“Reactive” compliance-led approach failing to fully account for risks.
Investors are failing to integrate anti-corruption measures into their emerging market investments, a new report from non-profit Transparency International UK (TIUK) has found.
Overlooking corruption in their investment frameworks exposes investors to numerous risks, but also prevents them from raising standards of business integrity and supporting UN Sustainable Development Goals (SDGs).
The report, titled ‘Investing with Integrity’, is aimed at impact investors, and outlines principles for embedding anti-corruption elements into their decision-making processes, to improve development impact and avoid reputational, financial and legal risks.

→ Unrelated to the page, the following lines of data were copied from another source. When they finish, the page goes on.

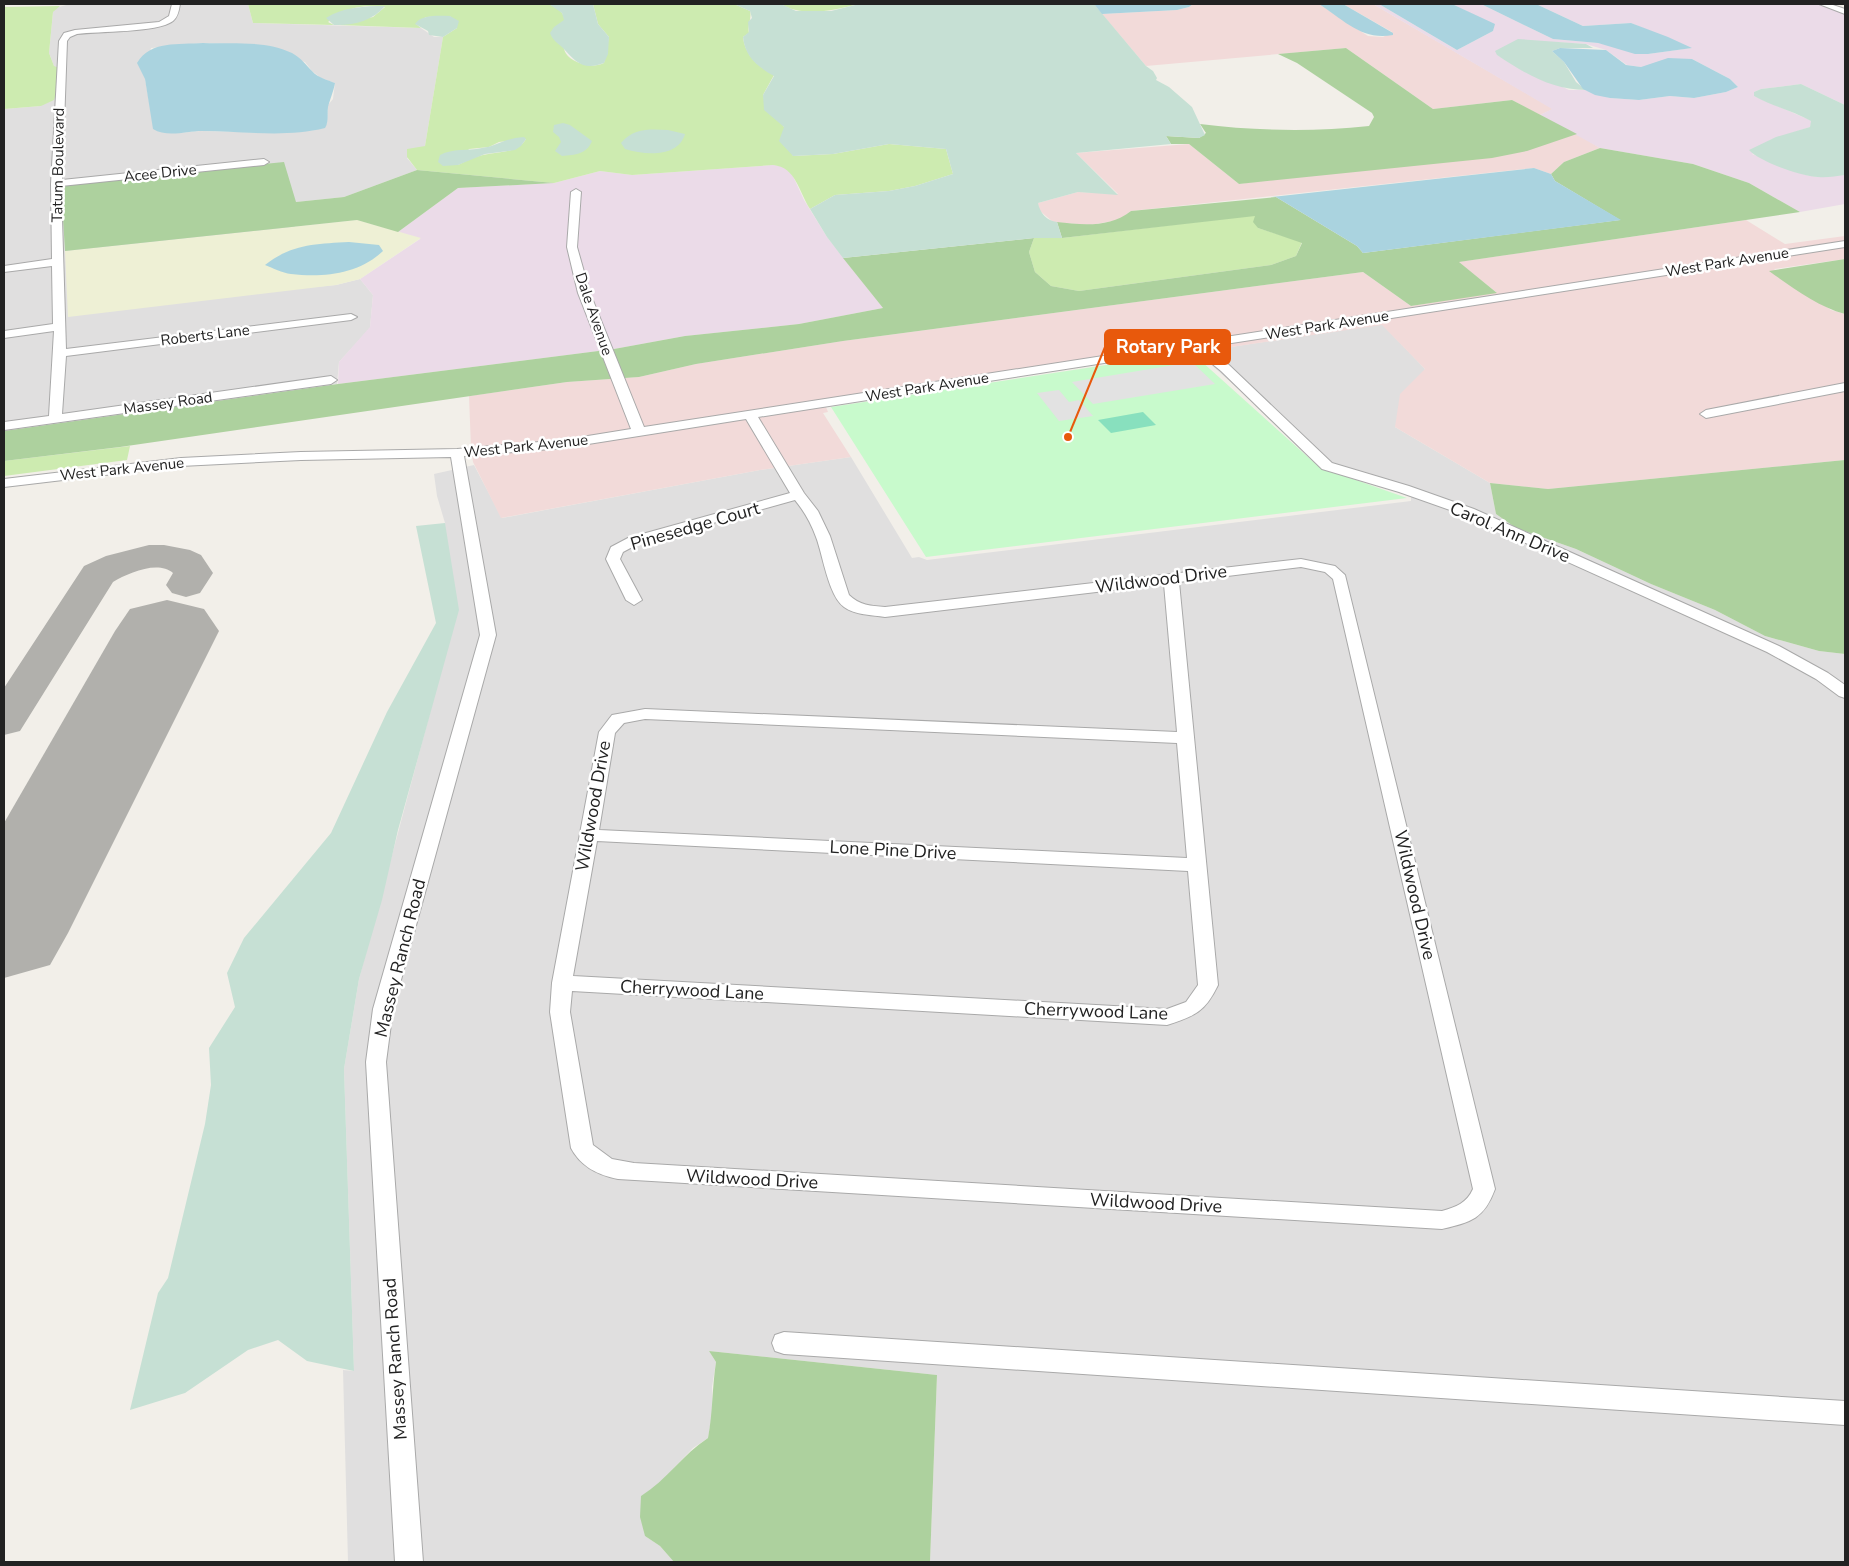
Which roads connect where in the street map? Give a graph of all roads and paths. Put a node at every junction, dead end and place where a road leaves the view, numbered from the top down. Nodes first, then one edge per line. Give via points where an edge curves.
1 (176, 4) edge
2 (1823, 4) edge
3 (1845, 12) edge
4 (264, 162) dead end
5 (56, 184) junction
6 (576, 192) dead end
7 (1845, 244) edge
8 (58, 262) junction
9 (4, 269) edge
10 (351, 317) dead end
11 (60, 327) junction
12 (4, 334) edge
13 (1196, 345) junction
14 (60, 353) junction
15 (332, 380) dead end
16 (1845, 387) edge
17 (1706, 414) dead end
18 (750, 415) junction
19 (55, 419) junction
20 (4, 426) edge
21 (638, 432) junction
22 (457, 453) junction
23 (4, 483) edge
24 (798, 495) junction
25 (1172, 578) junction
26 (634, 600) dead end
27 (1845, 693) edge
28 (1186, 738) junction
29 (588, 835) junction
30 (1197, 865) junction
31 (562, 983) junction
32 (784, 1343) dead end
33 (1845, 1412) edge
34 (409, 1562) edge

1 - 5 street, Tatum Boulevard via 175,14 169,20 156,24 67,35 63,41
2 - 3 street
4 - 5 street, Acee Drive
5 - 8 street, Tatum Boulevard
6 - 21 street, Dale Avenue via 572,247 584,293
7 - 13 street, West Park Avenue
8 - 9 street
8 - 11 street, Tatum Boulevard
10 - 14 street, Roberts Lane
11 - 12 street
11 - 14 street, Tatum Boulevard
13 - 18 street, West Park Avenue
13 - 27 street, Carol Ann Drive via 1225,368 1327,466 1469,512 1773,649 1822,676
14 - 19 street, Tatum Boulevard
15 - 19 street, Massey Road
16 - 17 street
18 - 21 street, West Park Avenue
18 - 24 street, Wildwood Drive
19 - 20 street, Massey Road
21 - 22 street, West Park Avenue via 562,444
22 - 23 street, West Park Avenue via 181,462
22 - 34 street, Massey Ranch Road via 488,635 383,1009 376,1062
24 - 25 street, Wildwood Drive via 823,536 842,596 850,604 863,609 885,612
24 - 26 street, Pinesedge Court via 633,541 616,550 613,559
25 - 28 street, Cherrywood Lane
25 - 31 street, Wildwood Drive via 1302,563 1330,569 1340,578 1484,1189 1479,1203 1468,1213 1442,1220 612,1169 593,1162 582,1148 560,1012
28 - 29 street, Wildwood Drive via 645,714 618,719 607,732
28 - 30 street, Cherrywood Lane
29 - 30 street, Lone Pine Drive
29 - 31 street, Wildwood Drive
30 - 31 street, Cherrywood Lane via 1208,985 1201,1002 1189,1011 1167,1017
32 - 33 street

TIUK said impact investors too often neglect to follow up on pre-investment due diligence, responding only after further events arise to cause concern.

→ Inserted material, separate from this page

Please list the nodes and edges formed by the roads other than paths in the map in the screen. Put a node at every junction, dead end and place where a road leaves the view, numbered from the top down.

Russia’s invasion of Ukraine recently flagged the difficulties that can arise for investors from a “reactive” compliance-led approach to tackling anti-corruption within developing and emerging portfolios.
Many investors scrambled to divest holdings, leading in some cases to significant financial losses, having failed to heed warnings and indicators that could have alerted them to future risks, including the 2014 annexing of Crimea.
To effectively invest in developing markets and support SDGs, as well as climate mitigation and adaptation, the report, which is based on over 50 interviews with developed and developing market investors, asset owners and investees, highlighted that impact investors must place business integrity at the centre of their mandate, supplanting its current position as a compliance issue.
They must also be proactive in detecting and mitigating risk, and improving coordination of activities on business integrity and ESG.
Ensuring consistency will also be key, according to TIUK, as will collaboration across the impacting investing sector to promote best practice.
Ingrida Kerusauskaite-Palmer, TUIK’s Head of Business Integrity, said impact investors had a particular opportunity as first movers in emerging markets, to set standards for others follow.
“Backing projects that benefit communities and the environment are vital to sustainable development, but unless corruption is addressed in tandem, the potential of an investment can be dramatically undercut,” she said.
SDGs and emerging markets
Emerging market economies require significant investment across infrastructure, technology, and education to meet SDGs by 2030. However, investors using the framework to guide their impact strategies must factor in exposure to countries controlled by oppressive and corrupt regimes.
Asset owners are increasingly expressing an appetite to invest for impact in emerging markets, but have indicated they need better support to direct capital effectively. A coalition of 12 leading UK pension funds convened by the Church of England Pensions Board and representing £400 billion in assets recently committed to exploring how best to support the climate transition across emerging areas.
In April a Principles for Responsible Investment (PRI) report confirmed investing in developing economy transition efforts would be a lever for asset owners to deliver real-world impact.
It cited the UN Conference on Trade and Development figures which emphasised a significant funding gap in emerging countries in financing the SDGs, with annual investment shortfall totalling US$2.5 trillion, a 50% increase since Covid-19 began.
Last year the Impact Taskforce called for G7 governments to take swift action to mobilise capital for a just and inclusive net-zero transition.
Lessons of experience
According to Karen Shackleton, Director of advisory firm Pensions for Purpose, Russia’s invasion of Ukraine exposed a noticeable difference between asset managers which had stringent anti-corruption processes in place and those who did not.
“Those leading the way had analysed the increased risks early on, as the threat of war emerged, and exited holdings. They were on top of the contagion risk in the rest of their portfolio, as well. Those who lagged behind, tended to end up with holdings in Russia that could not be liquidated and were being written off,” she said.
To avoid such issues, investors need to factor corruption into their risk assessments across all markets, not Shackleton said: “I do not see the process for emerging markets being any different to the process for assessing geopolitical risk in any region.
“Asset owners should be challenging their managers robustly, and managers should be taking any lessons learned from the recent experience and adapting their process accordingly.”
Shackleton acknowledged risks can be hard to identify without a physical presence in a local market, particularly in smaller emerging economies, while cost can also be a factor.
“Emerging markets will probably only be around 5% of a pension fund portfolio, at most. There is a fixed governance cost associated with monitoring and due diligence, and this can make it expensive when considering the total expense ratio of investing in emerging markets.”
Private sector eagerness to invest in developing nations has been hindered by a lack access to public sector information, from governments development banks, leaving investors feeling insufficiently insured against the impact of risk.
The UN Net-Zero Asset Owner Alliance (NZAOA) has said that private capital would be able to flow into climate adaption and mitigation projects in emerging markets far better through blended finance solutions.